For many years there was only one way to obtain a Certificate of Appointment of Estate Trustee (often referred to as “probate”). Since April of 2021, there has been another option available for “Small Estates” – defined as estates with assets valued at less than $150,000.00 as at the date of death.
If successful, the Small Estates application process actually yields a Small Estate Certificate and not a Certificate of Appointment of Estate Trustee. The Small Estates Application process is meant to be more streamlined than the “regular” process and more accessible for those who do not wish to hire a lawyer to assist them with the Application.
The most notable differences between the two processes are:
- Timeline: If you are applying via the Small Estates process, you will have to provide the beneficiaries of the estate with a copy of your Application and a copy of the Will and Codicils (if any) and then wait at least 30 days before filing it with the court.
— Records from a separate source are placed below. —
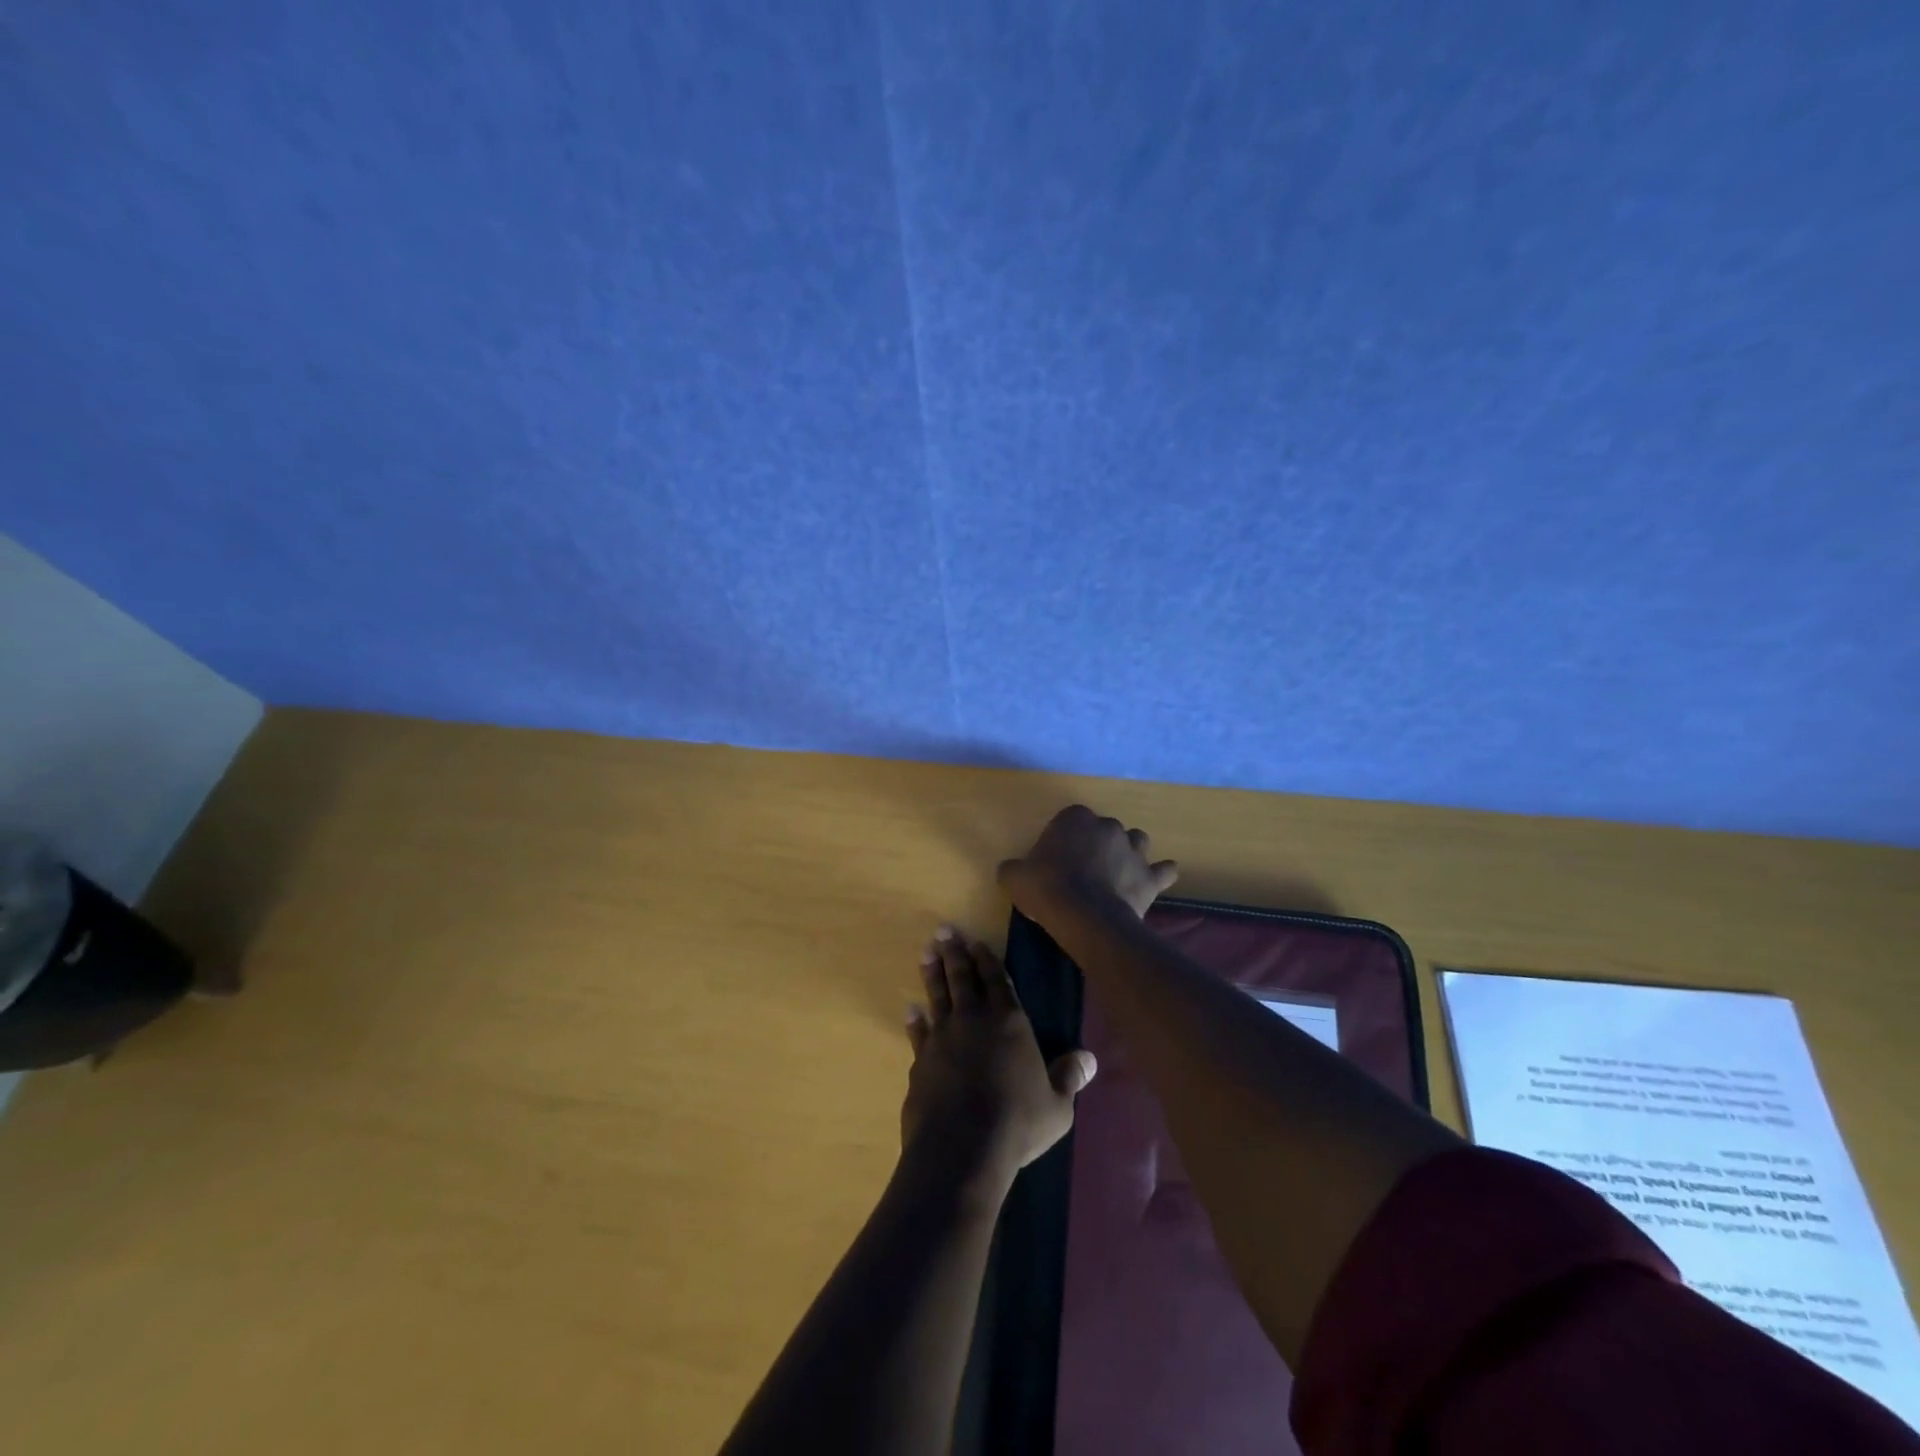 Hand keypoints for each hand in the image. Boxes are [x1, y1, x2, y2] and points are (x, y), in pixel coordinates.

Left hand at [900, 927, 1095, 1196]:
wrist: (961, 1148)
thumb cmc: (1017, 1123)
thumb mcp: (1056, 1106)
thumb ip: (1068, 1078)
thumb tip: (1089, 1058)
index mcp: (1009, 1023)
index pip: (997, 981)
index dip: (987, 960)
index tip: (976, 942)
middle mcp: (974, 1020)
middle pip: (963, 978)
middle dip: (955, 953)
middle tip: (944, 930)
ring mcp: (943, 1038)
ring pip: (938, 996)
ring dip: (932, 974)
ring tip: (926, 953)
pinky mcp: (921, 1061)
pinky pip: (918, 1033)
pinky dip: (915, 1020)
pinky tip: (910, 1010)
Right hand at [997, 805, 1179, 926]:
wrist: (1085, 917)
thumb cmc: (1046, 889)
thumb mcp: (1014, 877)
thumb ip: (1014, 868)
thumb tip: (1013, 870)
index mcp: (1075, 818)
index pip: (1070, 819)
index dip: (1064, 839)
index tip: (1056, 859)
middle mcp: (1108, 826)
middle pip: (1103, 829)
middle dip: (1097, 844)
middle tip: (1083, 870)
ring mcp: (1133, 849)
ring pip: (1136, 841)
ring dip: (1129, 852)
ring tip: (1117, 872)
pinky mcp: (1150, 876)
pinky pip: (1163, 870)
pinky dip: (1160, 874)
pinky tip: (1155, 880) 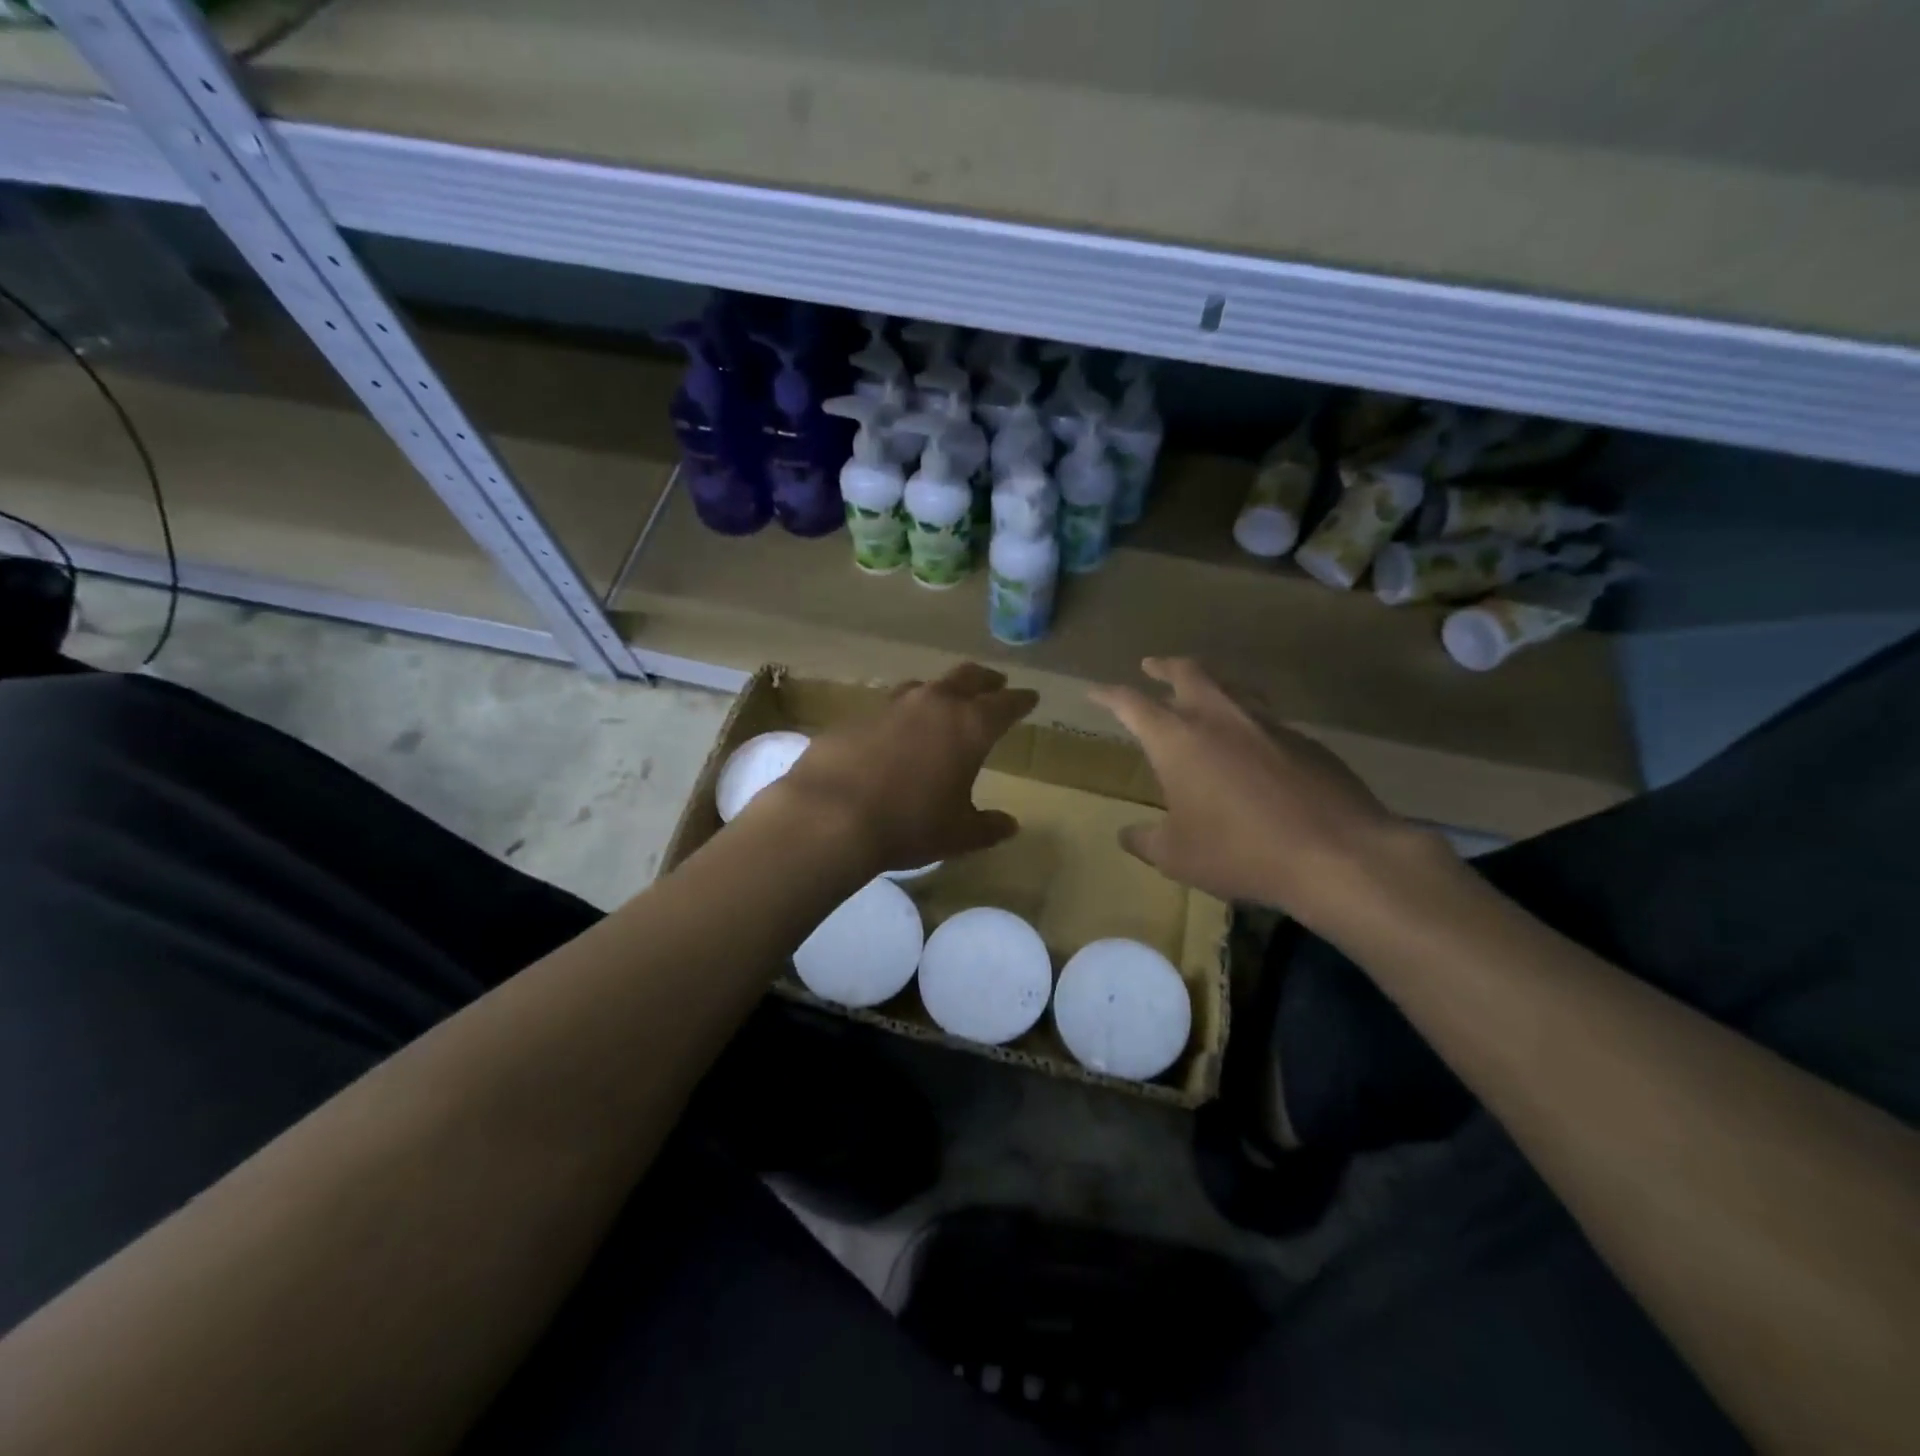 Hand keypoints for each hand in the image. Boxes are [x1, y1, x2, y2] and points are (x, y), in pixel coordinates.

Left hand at [769, 663, 1038, 875]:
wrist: (830, 816)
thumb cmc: (909, 825)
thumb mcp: (958, 835)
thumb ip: (988, 827)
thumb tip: (1010, 825)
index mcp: (969, 726)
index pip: (1006, 704)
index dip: (1021, 700)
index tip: (1030, 697)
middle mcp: (934, 704)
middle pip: (967, 677)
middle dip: (985, 680)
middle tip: (995, 684)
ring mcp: (891, 706)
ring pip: (924, 686)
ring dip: (940, 692)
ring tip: (943, 704)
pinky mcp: (856, 716)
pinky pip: (887, 708)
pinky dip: (901, 715)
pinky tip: (894, 733)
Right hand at [1089, 657, 1440, 923]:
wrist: (1336, 853)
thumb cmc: (1239, 851)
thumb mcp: (1177, 856)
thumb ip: (1146, 841)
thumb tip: (1127, 834)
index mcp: (1177, 739)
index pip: (1131, 703)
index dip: (1108, 695)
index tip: (1095, 691)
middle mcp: (1219, 718)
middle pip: (1187, 673)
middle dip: (1163, 666)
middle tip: (1151, 665)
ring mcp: (1267, 724)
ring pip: (1231, 687)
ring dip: (1210, 683)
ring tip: (1203, 691)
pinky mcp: (1305, 740)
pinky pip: (1266, 718)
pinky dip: (1247, 719)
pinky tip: (1252, 744)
- Disclosure of Assets: The “regular” Application for a Certificate of Appointment only differentiates the assets by noting the value of all real property vs. all personal property. The Small Estate Application form requires applicants to list all of the assets of the estate in detail, along with their corresponding values. This can be difficult for executors who were not familiar with the deceased’s assets during his or her lifetime.
- Limit of Certificate: The Small Estate Certificate only provides an executor with access to the assets listed in the Application (which list is reproduced on the Certificate). In contrast, a Certificate of Appointment of Estate Trustee, provides an executor with access to all of the assets of the estate, whether known at the time of making the application or not.
The third point above is probably the most significant. If you apply for a Small Estate Certificate and later discover more assets (ie. a bank account you didn’t know existed, etc.), you will have to return to the court and apply for an Amended Small Estate Certificate.
In my practice, I have found this to be a deterrent for some individuals who otherwise might have taken advantage of the Small Estates application process.